Sarah Palin has been in court the last few weeks (after her trial was postponed because she got COVID) suing the NYTimes for defamation. It’s a weak lawsuit, so weak in fact that the judge has already decided — before the jury has even given a ruling — that he will dismiss the case regardless of the jury’s verdict. Palin, recall, is suing the NYTimes because in 2011 an editorial in the paper linked her political rhetoric to the shooting of Gabby Giffords, or more specifically, blamed Giffords’s shooting on an advertisement from Palin’s PAC that showed crosshairs on 20 Democratic Congressional reps, including Giffords.
For those unfamiliar with the specifics of defamation law, a regular citizen need only prove that someone negligently made a false statement purporting to be fact, that the statement was communicated to a third person, and that it caused harm.

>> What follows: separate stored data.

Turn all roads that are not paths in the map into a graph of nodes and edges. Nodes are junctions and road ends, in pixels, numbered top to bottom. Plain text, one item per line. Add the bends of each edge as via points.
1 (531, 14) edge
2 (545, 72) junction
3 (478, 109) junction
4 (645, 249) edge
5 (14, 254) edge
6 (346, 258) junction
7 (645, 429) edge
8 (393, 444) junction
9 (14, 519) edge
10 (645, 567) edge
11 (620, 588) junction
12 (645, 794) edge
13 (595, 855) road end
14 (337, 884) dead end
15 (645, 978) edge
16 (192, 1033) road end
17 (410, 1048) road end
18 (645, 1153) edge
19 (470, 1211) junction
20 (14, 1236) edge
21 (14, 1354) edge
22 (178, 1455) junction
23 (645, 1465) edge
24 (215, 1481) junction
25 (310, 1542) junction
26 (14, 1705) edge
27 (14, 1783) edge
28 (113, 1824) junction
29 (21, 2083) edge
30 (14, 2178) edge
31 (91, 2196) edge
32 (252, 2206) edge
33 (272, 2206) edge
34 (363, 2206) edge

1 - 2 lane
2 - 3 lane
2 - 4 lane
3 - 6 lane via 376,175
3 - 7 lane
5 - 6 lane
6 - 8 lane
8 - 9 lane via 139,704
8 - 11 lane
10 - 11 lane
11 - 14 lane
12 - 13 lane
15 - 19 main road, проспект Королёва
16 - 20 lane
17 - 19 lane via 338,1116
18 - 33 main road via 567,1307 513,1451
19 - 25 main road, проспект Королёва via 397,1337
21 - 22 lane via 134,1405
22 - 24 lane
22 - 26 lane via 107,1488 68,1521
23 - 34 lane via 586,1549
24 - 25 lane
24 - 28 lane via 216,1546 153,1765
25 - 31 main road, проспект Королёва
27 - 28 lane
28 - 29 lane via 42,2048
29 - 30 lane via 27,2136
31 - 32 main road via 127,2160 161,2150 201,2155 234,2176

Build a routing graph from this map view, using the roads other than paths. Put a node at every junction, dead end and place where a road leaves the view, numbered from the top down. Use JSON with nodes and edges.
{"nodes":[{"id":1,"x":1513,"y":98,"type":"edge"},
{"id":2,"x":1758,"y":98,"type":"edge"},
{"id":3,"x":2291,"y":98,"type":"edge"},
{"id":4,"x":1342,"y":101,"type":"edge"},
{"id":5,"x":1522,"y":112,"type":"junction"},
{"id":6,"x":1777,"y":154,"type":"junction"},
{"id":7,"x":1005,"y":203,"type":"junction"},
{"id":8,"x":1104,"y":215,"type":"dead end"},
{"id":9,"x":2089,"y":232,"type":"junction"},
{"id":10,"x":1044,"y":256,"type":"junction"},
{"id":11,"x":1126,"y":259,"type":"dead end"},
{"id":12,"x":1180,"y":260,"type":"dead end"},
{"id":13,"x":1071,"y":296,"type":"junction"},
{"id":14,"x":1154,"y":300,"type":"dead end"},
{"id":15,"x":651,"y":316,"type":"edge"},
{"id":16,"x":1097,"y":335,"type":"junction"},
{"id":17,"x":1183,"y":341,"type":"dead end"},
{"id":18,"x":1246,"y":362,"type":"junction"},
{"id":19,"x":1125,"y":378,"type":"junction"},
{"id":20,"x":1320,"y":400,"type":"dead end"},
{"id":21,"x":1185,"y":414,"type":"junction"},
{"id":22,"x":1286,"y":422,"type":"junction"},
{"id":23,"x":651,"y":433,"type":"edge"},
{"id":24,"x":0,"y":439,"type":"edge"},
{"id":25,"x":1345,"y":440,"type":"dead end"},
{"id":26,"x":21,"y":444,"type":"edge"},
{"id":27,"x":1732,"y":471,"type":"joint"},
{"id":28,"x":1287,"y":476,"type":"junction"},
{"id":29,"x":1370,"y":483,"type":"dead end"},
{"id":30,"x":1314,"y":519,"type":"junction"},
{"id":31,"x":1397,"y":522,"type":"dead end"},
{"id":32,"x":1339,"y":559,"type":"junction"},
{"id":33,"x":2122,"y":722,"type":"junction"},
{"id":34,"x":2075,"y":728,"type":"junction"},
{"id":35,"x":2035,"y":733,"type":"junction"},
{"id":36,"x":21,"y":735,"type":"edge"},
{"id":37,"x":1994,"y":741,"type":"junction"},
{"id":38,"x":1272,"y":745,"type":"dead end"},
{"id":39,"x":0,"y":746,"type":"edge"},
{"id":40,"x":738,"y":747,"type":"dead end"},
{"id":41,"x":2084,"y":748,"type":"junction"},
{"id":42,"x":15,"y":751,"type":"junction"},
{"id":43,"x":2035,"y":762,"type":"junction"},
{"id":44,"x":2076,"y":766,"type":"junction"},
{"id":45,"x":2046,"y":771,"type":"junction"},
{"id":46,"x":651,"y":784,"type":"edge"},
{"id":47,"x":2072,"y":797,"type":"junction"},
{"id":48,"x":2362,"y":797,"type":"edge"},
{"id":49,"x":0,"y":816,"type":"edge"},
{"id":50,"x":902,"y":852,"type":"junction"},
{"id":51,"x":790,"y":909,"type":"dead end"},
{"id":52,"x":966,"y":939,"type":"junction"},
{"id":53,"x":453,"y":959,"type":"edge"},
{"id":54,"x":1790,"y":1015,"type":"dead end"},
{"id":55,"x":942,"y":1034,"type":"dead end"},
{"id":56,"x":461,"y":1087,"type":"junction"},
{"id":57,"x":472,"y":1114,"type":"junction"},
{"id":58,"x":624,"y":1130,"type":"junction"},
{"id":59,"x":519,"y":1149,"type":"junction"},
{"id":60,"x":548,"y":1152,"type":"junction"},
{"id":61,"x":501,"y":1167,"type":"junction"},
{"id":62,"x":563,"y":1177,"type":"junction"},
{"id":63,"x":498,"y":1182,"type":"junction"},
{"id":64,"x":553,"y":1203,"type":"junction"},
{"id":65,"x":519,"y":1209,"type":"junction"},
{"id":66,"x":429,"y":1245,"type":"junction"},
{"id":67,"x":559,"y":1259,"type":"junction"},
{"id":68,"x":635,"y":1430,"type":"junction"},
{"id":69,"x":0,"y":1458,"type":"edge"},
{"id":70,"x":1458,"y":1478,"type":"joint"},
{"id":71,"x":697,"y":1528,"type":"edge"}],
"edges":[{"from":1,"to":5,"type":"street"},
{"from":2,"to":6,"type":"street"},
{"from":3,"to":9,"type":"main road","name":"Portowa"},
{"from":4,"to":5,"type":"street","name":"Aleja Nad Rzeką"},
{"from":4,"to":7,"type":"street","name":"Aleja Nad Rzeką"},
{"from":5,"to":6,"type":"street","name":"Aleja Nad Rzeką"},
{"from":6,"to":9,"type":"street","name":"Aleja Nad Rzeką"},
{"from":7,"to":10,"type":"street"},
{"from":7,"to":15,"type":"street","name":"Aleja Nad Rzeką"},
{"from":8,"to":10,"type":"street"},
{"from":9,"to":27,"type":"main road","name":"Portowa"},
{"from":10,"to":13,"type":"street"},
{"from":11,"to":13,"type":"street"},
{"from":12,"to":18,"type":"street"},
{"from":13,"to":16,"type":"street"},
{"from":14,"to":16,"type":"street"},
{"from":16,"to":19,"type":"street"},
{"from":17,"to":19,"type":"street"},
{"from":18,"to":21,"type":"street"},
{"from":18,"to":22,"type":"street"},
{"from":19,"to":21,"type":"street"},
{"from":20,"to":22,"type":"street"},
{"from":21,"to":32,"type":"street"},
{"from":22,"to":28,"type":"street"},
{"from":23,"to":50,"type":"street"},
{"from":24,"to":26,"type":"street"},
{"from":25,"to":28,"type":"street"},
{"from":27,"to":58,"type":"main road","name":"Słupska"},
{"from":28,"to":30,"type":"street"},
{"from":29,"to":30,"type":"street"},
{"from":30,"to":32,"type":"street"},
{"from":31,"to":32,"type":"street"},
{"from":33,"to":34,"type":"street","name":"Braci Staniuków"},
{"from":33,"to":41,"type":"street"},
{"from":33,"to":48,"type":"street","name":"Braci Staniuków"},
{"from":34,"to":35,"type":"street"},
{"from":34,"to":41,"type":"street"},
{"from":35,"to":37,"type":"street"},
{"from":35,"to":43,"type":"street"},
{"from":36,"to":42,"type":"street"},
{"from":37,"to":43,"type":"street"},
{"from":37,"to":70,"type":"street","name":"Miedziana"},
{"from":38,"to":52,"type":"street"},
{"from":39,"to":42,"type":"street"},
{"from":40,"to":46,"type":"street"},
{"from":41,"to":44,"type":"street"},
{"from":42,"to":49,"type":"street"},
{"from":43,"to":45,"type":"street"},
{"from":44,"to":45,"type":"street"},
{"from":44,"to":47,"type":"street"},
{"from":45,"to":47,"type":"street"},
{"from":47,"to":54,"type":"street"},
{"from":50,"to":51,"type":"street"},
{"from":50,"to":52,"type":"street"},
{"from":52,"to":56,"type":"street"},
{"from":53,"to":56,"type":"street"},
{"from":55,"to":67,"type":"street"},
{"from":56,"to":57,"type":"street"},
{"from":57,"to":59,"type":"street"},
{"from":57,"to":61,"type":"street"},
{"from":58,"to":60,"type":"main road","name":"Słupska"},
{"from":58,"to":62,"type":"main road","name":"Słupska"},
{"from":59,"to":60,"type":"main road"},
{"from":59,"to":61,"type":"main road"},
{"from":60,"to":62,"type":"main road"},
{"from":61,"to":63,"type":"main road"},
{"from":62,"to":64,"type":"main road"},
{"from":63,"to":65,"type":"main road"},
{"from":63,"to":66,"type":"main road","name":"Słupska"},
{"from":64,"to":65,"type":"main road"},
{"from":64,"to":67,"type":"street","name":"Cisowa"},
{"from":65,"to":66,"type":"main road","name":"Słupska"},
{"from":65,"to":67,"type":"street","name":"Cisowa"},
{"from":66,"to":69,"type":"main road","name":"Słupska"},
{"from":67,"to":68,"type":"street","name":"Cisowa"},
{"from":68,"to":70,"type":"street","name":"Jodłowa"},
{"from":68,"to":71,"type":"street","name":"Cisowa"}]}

It’s different, however, where it concerns a public figure. In that case, it’s the public figure’s burden to prove that the statement was made with “actual malice.” It’s a high burden, which is why in the United States it’s so difficult for public figures to win defamation lawsuits. There is no “actual malice” standard in the UK, which is why you’ll occasionally hear about a celebrity winning a defamation lawsuit against a tabloid magazine in the UK, but you almost never hear that in the United States even in cases where, for instance, one presidential candidate can accuse the father of another presidential candidate of being involved in the assassination of JFK without any consequence.
Palin’s case, though entirely baseless under the existing law, has at least forced a lot of newspapers to re-examine this issue. The judge may have dismissed the case even before a jury has rendered its verdict, but there will almost certainly be an appeal (if the jury rules in Palin’s favor), and even if there’s not, a much better test case will probably surface soon. At least two conservative members of the Supreme Court believe that the “actual malice” element should be tossed (that element was something of an afterthought in the original Justice Brennan decision, although that afterthought has since become foundational in journalism).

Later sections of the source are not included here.